Ce dernier est d’accord avec la décision de la Ville et soutient que si rien n’est fait «on verra d’un côté à l’autre du parc» d’ici 10 ans tellement la végétation sera ravagée. 

Jérôme Dupras, professeur à l’Université du Québec en Outaouais et spécialiste en aménagement et planification du territoire, croit que le fait de nourrir les cervidés a «probablement eu un impact sur la fréquentation du site» par les bêtes. 

Meilleure solution 

Les professeurs St-Laurent et Dupras s’entendent pour dire que la solution choisie par la Ville, soit de capturer les bêtes pour ensuite les abattre et distribuer la viande à des organismes d’aide alimentaire, était la meilleure à court terme. 

«Il ne faut pas se mettre la tête dans le sable par contre. La situation va revenir si on ne fait que ça» soutient M. St-Laurent en indiquant que c’est tout le territoire de la Rive-Sud qui connaît un phénomène de surpopulation de cerfs de Virginie en raison de la nourriture abondante qu’ils retrouvent sur les terres agricoles et la faible présence de prédateurs naturels comme le coyote. 

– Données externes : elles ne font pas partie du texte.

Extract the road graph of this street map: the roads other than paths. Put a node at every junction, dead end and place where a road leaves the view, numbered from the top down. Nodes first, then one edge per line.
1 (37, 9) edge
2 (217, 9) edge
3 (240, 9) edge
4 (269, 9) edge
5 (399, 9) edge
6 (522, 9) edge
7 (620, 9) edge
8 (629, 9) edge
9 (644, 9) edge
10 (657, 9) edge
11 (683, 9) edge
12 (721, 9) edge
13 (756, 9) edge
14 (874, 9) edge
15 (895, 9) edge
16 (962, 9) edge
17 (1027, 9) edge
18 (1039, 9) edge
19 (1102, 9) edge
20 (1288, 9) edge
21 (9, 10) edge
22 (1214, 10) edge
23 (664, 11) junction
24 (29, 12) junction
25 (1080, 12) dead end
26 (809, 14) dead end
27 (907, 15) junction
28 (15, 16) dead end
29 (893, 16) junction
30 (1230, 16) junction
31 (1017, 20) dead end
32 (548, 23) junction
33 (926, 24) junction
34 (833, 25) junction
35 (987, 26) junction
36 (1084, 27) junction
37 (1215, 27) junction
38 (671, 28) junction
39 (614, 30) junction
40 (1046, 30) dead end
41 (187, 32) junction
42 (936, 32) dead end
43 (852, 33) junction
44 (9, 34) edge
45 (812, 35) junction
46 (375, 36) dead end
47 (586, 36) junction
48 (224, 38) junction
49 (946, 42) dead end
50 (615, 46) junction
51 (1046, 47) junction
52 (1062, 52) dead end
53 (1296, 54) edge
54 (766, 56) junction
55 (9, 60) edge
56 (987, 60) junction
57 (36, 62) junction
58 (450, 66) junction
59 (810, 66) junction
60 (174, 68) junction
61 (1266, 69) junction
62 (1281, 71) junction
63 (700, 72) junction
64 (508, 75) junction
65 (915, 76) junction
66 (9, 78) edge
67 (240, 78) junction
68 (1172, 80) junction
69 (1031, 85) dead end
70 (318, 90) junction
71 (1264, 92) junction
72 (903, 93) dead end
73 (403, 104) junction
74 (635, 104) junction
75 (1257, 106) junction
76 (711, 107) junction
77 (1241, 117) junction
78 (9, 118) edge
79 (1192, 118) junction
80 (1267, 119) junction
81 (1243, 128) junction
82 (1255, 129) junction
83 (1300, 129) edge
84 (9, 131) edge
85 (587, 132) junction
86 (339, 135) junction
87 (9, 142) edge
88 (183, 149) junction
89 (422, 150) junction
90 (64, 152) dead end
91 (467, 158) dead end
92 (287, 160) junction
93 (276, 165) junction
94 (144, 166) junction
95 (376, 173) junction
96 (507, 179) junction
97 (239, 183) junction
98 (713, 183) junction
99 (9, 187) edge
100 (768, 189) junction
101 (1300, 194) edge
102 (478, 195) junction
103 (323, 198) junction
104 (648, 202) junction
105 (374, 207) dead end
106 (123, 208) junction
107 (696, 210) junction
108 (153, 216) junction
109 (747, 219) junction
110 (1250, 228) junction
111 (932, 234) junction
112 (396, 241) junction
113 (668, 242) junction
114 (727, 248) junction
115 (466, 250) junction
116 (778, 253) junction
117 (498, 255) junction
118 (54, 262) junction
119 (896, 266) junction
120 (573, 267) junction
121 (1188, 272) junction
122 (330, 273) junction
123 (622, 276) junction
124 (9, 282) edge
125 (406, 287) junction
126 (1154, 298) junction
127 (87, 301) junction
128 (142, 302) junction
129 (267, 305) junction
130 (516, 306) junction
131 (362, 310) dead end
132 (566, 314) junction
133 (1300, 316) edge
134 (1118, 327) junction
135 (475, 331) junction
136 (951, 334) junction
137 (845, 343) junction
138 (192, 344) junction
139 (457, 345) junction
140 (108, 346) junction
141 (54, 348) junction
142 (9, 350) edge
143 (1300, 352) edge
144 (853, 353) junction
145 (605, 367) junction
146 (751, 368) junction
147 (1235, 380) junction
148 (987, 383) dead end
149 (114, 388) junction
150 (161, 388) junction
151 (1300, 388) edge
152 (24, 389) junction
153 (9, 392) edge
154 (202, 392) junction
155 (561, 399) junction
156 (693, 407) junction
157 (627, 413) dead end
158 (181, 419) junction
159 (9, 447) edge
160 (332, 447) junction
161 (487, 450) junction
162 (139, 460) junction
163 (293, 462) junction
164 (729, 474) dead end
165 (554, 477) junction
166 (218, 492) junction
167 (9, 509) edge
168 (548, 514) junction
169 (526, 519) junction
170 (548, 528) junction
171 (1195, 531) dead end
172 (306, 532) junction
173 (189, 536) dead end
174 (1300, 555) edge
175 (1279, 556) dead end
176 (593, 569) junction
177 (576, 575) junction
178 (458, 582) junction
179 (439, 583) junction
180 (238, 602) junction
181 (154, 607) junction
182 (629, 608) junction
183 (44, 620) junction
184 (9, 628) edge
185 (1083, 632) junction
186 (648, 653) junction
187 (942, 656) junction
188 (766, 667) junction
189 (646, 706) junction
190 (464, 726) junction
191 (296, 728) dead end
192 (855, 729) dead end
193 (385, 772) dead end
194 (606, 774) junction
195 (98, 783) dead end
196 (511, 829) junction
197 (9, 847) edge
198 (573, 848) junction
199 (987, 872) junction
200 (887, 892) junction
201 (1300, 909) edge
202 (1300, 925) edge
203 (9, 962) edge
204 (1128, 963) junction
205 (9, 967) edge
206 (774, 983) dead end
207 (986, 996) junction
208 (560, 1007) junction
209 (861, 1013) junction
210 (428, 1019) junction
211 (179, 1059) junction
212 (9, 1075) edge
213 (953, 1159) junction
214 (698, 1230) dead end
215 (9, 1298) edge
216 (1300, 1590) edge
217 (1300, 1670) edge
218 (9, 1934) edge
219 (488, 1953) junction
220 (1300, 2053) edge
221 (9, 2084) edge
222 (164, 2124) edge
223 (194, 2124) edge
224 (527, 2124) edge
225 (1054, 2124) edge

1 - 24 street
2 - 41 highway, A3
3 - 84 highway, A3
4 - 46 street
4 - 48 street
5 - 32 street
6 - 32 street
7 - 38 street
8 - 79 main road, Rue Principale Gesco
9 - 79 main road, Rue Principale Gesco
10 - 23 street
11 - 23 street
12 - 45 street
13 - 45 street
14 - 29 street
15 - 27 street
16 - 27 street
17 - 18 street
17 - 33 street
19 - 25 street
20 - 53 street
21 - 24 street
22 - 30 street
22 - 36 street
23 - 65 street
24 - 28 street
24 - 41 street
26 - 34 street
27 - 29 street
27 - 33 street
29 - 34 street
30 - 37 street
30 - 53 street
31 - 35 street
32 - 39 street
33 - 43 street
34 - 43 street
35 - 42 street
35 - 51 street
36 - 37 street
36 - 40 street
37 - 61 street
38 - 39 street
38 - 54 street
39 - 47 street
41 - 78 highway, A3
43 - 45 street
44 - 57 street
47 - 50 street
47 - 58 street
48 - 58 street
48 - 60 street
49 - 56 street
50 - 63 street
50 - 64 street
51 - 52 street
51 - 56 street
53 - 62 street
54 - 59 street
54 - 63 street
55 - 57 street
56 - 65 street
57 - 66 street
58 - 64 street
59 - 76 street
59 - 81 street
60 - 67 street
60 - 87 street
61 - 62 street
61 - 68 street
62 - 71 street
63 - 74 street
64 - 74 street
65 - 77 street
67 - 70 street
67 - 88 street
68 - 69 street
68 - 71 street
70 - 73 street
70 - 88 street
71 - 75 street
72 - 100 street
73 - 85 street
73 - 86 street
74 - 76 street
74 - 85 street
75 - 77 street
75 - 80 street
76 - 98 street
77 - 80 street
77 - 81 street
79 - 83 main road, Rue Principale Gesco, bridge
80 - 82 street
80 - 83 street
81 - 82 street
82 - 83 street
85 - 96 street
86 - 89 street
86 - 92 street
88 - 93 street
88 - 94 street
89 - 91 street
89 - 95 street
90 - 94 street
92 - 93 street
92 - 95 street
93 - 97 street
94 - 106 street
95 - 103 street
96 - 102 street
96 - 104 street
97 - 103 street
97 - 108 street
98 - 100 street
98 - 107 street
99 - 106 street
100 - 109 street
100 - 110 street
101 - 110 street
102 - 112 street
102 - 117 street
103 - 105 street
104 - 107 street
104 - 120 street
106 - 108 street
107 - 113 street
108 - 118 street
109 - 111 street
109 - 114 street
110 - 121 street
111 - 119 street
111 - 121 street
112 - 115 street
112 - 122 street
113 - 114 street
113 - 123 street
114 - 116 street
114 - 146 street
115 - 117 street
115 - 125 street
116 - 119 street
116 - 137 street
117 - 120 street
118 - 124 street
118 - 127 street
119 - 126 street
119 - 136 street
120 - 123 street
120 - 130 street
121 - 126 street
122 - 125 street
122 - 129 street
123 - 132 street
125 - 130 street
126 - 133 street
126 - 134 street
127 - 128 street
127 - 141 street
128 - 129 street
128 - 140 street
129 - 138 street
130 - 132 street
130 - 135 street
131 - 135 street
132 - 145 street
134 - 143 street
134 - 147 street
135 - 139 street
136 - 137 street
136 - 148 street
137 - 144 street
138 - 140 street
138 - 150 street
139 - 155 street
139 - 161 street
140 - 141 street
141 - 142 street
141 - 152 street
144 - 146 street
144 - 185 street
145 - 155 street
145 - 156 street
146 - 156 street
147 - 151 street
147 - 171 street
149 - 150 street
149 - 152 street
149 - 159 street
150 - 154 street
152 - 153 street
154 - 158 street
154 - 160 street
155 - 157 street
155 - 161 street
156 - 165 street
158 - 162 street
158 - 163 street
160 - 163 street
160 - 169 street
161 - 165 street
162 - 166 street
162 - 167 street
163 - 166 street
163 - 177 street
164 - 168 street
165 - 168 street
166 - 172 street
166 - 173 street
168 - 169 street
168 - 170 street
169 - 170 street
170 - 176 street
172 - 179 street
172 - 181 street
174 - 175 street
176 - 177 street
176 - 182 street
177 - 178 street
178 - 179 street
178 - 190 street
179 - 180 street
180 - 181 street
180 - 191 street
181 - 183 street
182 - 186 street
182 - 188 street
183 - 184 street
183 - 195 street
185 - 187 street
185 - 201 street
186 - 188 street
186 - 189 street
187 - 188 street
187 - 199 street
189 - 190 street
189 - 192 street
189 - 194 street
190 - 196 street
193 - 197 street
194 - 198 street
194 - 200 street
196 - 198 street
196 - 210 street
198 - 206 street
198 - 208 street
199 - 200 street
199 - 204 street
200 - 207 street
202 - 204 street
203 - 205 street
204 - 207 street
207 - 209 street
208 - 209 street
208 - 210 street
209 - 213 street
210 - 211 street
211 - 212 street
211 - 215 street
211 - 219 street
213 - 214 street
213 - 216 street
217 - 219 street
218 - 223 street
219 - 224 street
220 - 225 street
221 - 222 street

«Il faut, entre autre, penser à réaménager le territoire avec des corridors verts qui permettent un meilleur déplacement des bêtes, des prédateurs et des autres organismes vivants», explique M. Dupras. 

L’opposition s’organise 

Cette décision d’abattre des cerfs a été vivement critiquée sur les réseaux sociaux depuis son annonce mardi. 

Hier en fin d’après-midi, une pétition «Contre l’abattage des cerfs du parc Michel-Chartrand de Longueuil» avait récolté plus de 17 000 signatures. 

La même personne qui est derrière la pétition organise aussi une manifestation samedi à 13 h au parc en question.